You got me there. My grandmother prepared gravy with most meals, but I never heard of chocolate gravy.

Texan99 said...

My mother used to serve a very 50s salad of banana, mayo, and PB with a maraschino cherry. It was pretty good. I suspect it was Miracle Whip rather than what I now think of as real mayo.

I put PB in all kinds of things, especially creamy soups such as butternut squash, with Indonesian sambals. Best to stick with real PB, of course, not that sweetened Skippy snot.

Donna B. said...

Richard Johnson -- I've been trying (not too hard, mind you) to find out the origin of chocolate gravy. One of my earliest memories is of arriving at my grandmother's house late in the day and finding that she'd saved chocolate gravy and a few biscuits left from breakfast for me. Dipping that cold biscuit in that cold chocolate gravy was the best. Of course, I now know that she didn't save it especially for me, it was that she just saved everything as long as it was edible by humans and then it went to the pigs.

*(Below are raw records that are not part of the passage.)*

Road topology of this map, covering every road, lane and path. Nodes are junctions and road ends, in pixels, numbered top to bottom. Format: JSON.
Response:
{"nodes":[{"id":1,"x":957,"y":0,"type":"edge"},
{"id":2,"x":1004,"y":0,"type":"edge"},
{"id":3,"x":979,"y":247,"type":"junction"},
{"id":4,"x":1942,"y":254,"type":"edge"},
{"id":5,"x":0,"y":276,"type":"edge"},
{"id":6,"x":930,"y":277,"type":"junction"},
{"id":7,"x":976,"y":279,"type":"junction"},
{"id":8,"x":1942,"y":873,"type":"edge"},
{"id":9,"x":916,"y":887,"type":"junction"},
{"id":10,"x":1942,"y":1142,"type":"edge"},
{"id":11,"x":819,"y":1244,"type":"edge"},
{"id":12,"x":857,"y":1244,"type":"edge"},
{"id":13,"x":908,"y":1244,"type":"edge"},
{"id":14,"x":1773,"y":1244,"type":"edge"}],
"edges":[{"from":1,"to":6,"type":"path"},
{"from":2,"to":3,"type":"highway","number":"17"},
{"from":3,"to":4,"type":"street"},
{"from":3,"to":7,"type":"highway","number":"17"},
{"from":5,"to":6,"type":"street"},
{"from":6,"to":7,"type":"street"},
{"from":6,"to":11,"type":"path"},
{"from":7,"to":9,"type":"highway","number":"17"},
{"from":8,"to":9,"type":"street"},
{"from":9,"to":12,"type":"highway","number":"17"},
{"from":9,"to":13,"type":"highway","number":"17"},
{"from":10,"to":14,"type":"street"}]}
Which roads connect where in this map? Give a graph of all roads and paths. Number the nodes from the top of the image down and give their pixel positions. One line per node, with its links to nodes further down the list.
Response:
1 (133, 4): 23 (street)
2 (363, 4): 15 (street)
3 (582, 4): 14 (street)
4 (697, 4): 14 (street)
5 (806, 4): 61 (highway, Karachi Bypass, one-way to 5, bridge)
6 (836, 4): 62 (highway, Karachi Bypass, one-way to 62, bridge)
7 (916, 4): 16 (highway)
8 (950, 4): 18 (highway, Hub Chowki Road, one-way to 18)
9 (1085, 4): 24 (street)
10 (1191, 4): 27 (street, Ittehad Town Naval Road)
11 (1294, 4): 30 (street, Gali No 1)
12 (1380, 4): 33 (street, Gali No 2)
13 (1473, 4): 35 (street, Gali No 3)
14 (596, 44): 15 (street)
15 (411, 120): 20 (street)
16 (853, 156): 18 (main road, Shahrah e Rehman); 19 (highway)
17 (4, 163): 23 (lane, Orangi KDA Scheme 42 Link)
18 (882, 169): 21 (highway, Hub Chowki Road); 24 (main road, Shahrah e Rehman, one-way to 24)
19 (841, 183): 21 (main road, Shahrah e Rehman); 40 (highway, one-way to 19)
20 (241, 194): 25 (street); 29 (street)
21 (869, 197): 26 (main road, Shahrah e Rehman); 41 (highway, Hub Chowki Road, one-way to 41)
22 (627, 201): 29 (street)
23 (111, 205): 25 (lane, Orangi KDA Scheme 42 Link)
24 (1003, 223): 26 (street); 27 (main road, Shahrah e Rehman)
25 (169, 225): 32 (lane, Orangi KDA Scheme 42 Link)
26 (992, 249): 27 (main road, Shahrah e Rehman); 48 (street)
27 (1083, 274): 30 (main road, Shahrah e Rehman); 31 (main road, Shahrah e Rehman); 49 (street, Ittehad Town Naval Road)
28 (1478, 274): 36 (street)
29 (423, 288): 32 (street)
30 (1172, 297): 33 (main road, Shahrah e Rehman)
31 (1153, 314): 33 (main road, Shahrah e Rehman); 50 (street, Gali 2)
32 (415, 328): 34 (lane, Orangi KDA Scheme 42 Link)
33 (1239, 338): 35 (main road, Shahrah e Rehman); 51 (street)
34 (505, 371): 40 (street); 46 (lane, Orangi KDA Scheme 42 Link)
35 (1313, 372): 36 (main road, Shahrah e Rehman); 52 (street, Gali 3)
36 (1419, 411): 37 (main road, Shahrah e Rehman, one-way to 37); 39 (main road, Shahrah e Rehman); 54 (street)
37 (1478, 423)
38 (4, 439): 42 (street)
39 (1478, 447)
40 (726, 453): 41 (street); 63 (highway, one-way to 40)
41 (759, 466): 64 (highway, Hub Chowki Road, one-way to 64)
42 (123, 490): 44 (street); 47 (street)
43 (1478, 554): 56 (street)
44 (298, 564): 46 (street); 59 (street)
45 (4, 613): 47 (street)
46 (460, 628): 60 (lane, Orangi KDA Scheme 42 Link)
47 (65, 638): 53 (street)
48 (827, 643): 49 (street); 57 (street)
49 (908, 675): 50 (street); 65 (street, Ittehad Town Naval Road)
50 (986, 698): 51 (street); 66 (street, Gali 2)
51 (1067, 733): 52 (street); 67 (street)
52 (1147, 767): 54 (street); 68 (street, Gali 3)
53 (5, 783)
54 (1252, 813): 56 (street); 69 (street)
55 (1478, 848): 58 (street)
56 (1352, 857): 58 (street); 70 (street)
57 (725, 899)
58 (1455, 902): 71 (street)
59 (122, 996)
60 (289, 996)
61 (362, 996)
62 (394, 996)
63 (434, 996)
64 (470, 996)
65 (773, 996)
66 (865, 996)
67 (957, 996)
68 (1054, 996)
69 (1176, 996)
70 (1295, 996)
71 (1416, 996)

Chocolate gravy is cocoa powder, sugar, flour, water, and a dash of vanilla extract. It's not very sweet, is usually served with buttered biscuits (the more butter the better), bacon, sausage, eggs, and the more well-known breakfast gravy from pork drippings. My sister mixes the two gravies, but she's a heathen. Most internet recipes for this call for milk and way too much sugar -- almost pudding like. It is a Sunday or holiday breakfast item.

Texan99 -- dangit, I like Skippy!

Assistant Village Idiot said...

JIF is fine.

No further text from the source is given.